### [Work item]
Repeat the whole listing, keeping each line as it is.

### [Record extracts]
***

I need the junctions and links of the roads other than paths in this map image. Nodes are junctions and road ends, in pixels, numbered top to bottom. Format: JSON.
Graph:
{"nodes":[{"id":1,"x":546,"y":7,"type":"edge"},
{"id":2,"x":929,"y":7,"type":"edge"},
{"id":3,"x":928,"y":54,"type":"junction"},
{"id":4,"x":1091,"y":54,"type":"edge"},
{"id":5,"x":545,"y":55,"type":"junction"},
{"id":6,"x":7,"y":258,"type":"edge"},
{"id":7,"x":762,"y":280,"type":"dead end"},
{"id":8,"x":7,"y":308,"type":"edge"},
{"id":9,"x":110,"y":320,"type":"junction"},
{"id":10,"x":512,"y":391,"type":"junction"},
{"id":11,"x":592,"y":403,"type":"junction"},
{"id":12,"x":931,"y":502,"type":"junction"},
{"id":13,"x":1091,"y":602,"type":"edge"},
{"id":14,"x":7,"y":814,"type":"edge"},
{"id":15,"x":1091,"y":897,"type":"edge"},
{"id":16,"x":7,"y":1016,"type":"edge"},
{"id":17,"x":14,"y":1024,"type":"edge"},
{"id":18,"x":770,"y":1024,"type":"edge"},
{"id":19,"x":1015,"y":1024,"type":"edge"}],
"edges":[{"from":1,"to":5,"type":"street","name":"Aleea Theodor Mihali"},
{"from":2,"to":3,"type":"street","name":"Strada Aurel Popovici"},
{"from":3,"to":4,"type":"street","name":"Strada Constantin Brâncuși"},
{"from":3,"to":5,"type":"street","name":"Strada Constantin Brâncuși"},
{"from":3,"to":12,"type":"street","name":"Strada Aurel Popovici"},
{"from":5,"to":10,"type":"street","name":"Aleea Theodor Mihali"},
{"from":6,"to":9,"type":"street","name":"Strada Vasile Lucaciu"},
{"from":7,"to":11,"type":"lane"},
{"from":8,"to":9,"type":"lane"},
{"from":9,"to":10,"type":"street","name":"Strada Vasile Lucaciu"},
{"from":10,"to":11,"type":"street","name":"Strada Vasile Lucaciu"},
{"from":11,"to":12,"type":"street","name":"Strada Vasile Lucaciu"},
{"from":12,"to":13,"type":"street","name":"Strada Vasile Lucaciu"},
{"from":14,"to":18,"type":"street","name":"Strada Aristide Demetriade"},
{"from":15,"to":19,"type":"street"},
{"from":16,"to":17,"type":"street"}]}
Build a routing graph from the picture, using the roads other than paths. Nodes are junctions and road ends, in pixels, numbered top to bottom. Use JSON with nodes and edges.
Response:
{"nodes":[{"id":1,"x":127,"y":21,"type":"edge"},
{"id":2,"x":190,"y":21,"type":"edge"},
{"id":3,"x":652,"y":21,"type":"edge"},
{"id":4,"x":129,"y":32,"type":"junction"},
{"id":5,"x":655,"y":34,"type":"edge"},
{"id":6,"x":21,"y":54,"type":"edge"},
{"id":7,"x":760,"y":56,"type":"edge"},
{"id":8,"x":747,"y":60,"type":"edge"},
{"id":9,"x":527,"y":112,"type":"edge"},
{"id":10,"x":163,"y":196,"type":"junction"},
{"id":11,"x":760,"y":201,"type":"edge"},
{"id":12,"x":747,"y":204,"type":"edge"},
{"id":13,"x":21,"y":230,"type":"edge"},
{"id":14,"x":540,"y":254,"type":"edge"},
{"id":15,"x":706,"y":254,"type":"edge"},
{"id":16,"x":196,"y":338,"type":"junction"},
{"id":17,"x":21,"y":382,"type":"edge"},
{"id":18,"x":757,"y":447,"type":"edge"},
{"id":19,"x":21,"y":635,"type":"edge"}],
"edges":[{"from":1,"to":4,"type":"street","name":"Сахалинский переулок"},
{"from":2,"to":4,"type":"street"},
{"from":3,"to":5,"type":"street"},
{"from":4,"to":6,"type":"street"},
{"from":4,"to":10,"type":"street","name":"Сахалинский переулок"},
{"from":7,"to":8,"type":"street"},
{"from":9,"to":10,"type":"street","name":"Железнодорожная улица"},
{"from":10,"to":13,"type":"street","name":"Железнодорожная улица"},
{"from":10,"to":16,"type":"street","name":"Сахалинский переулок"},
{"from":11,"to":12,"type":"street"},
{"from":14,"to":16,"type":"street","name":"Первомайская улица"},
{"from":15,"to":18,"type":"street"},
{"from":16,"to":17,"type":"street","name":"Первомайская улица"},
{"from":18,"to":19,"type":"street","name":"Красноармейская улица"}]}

***

### [Solved problem]
I need the junctions and links of the roads other than paths in this map image. Nodes are junctions and road ends, in pixels, numbered top to bottom. Format: JSON.
Graph:
{"nodes":[{"id":1,"x":546,"y":7,"type":"edge"},
{"id":2,"x":929,"y":7,"type":"edge"},
{"id":3,"x":928,"y":54,"type":"junction"},
{"id":4,"x":1091,"y":54,"type":"edge"},
{"id":5,"x":545,"y":55,"type":"junction"},
{"id":6,"x":7,"y":258,"type":"edge"},
{"id":7,"x":762,"y":280,"type":"dead end"},
{"id":8,"x":7,"y":308,"type":"edge"},
{"id":9,"x":110,"y":320,"type":"junction"},
{"id":10,"x":512,"y":391,"type":"junction"},
{"id":11,"x":592,"y":403,"type":"junction"},
{"id":12,"x":931,"y":502,"type":"junction"},
{"id":13,"x":1091,"y":602,"type":"edge"},
{"id":14,"x":7,"y":814,"type":"edge"},
{"id":15,"x":1091,"y":897,"type":"edge"},
{"id":16,"x":7,"y":1016,"type":"edge"},
{"id":17,"x":14,"y":1024,"type":"edge"},
{"id":18,"x":770,"y":1024,"type":"edge"},
{"id":19,"x":1015,"y":1024,"type":"edge"}],
"edges":[{"from":1,"to":5,"type":"street","name":"Aleea Theodor Mihali"},
{"from":2,"to":3,"type":"street","name":"Strada Aurel Popovici"},
{"from":3,"to":4,"type":"street","name":"Strada Constantin Brâncuși"},
{"from":3,"to":5,"type":"street","name":"Strada Constantin Brâncuși"},
{"from":3,"to":12,"type":"street","name":"Strada Aurel Popovici"},
{"from":5,"to":10,"type":"street","name":"Aleea Theodor Mihali"},
{"from":6,"to":9,"type":"street","name":"Strada Vasile Lucaciu"},
{"from":7,"to":11,"type":"lane"},
{"from":8,"to":9,"type":"lane"},
{"from":9,"to":10,"type":"street","name":"Strada Vasile Lucaciu"},
{"from":10,"to":11,"type":"street","name":"Strada Vasile Lucaciu"},
{"from":11,"to":12,"type":"street","name":"Strada Vasile Lucaciu"},
{"from":12,"to":13,"type":"street","name":"Strada Vasile Lucaciu"},
{"from":14,"to":18,"type":"street","name":"Strada Aristide Demetriade"},
{"from":15,"to":19,"type":"street"},
{"from":16,"to":17,"type":"street"}]}
Build a routing graph from the picture, using the roads other than paths. Nodes are junctions and road ends, in pixels, numbered top to bottom. Use JSON with nodes and edges.
Response:
{"nodes":[{"id":1,"x":127,"y":21,"type":"edge"},
{"id":2,"x":190,"y":21,"type":"edge"},
{"id":3,"x":652,"y":21,"type":"edge"},
{"id":4,"x":129,"y":32,"type":"junction"},
{"id":5,"x":655,"y":34,"type":"edge"},
{"id":6,"x":21,"y":54,"type":"edge"},
{"id":7,"x":760,"y":56,"type":"edge"},
{"id":8,"x":747,"y":60,"type":"edge"},
{"id":9,"x":527,"y":112,"type":"edge"},
{"id":10,"x":163,"y":196,"type":"junction"},
{"id":11,"x":760,"y":201,"type":"edge"},
{"id":12,"x":747,"y":204,"type":"edge"},
{"id":13,"x":21,"y":230,"type":"edge"},
{"id":14,"x":540,"y":254,"type":"edge"},
{"id":15,"x":706,"y":254,"type":"edge"},
{"id":16,"x":196,"y":338,"type":"junction"},
{"id":17,"x":21,"y":382,"type":"edge"},
{"id":18,"x":757,"y":447,"type":"edge"},
{"id":19,"x":21,"y":635,"type":"edge"}],
"edges":[{"from":1,"to":4,"type":"street","name":"Сахалинский переулок"},
{"from":2,"to":4,"type":"street"},
{"from":3,"to":5,"type":"street"},
{"from":4,"to":6,"type":"street"},
{"from":4,"to":10,"type":"street","name":"Сахалинский переулок"},
{"from":7,"to":8,"type":"street"},
{"from":9,"to":10,"type":"street","name":"Железнодорожная улица"},
{"from":10,"to":13,"type":"street","name":"Железнодорожная улица"},
{"from":10,"to":16,"type":"street","name":"Сахалинский переулок"},
{"from":11,"to":12,"type":"street"},
{"from":14,"to":16,"type":"street","name":"Первомайская улица"},
{"from":15,"to":18,"type":"street"},
{"from":16,"to":17,"type":"street","name":"Первомайская улица"},
{"from":18,"to":19,"type":"street","name":"Красноармейская улица"}]}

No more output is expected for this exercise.